▶ **Task to complete**
Find the string "down" in the material. Copy every line that has it.

══ Raw data ══

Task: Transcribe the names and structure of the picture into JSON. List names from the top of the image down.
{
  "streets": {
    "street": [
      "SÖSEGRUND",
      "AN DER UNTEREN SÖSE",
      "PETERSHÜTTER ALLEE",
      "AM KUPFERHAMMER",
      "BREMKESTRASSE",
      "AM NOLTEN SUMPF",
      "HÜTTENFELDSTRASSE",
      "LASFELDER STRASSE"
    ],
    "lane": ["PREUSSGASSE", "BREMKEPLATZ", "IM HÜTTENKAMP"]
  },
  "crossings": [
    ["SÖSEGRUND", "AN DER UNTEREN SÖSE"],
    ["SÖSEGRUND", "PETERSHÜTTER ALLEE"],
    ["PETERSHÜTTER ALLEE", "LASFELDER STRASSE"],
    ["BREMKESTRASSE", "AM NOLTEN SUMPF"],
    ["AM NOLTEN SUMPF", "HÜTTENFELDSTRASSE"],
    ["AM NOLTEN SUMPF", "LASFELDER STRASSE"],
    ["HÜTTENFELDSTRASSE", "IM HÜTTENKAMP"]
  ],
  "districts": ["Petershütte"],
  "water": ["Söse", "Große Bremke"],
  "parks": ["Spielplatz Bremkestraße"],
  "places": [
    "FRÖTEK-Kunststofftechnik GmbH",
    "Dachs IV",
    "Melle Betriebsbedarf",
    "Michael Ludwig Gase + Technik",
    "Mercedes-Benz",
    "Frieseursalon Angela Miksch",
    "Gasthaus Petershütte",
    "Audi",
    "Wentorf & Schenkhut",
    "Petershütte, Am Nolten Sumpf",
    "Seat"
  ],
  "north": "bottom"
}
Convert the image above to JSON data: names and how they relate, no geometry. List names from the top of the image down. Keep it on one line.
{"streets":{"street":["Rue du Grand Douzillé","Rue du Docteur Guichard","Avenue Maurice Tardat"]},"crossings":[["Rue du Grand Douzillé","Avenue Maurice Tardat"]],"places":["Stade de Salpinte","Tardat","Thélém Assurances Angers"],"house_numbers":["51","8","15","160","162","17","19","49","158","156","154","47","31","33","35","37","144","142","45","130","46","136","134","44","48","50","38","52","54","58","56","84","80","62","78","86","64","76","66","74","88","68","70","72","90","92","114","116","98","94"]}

═══

▶ **Solution**
Task: Transcribe the names and structure of the picture into JSON. List names from the top of the image down.
Convert the image above to JSON data: names and how they relate, no geometry. List names from the top of the image down. Keep it on one line.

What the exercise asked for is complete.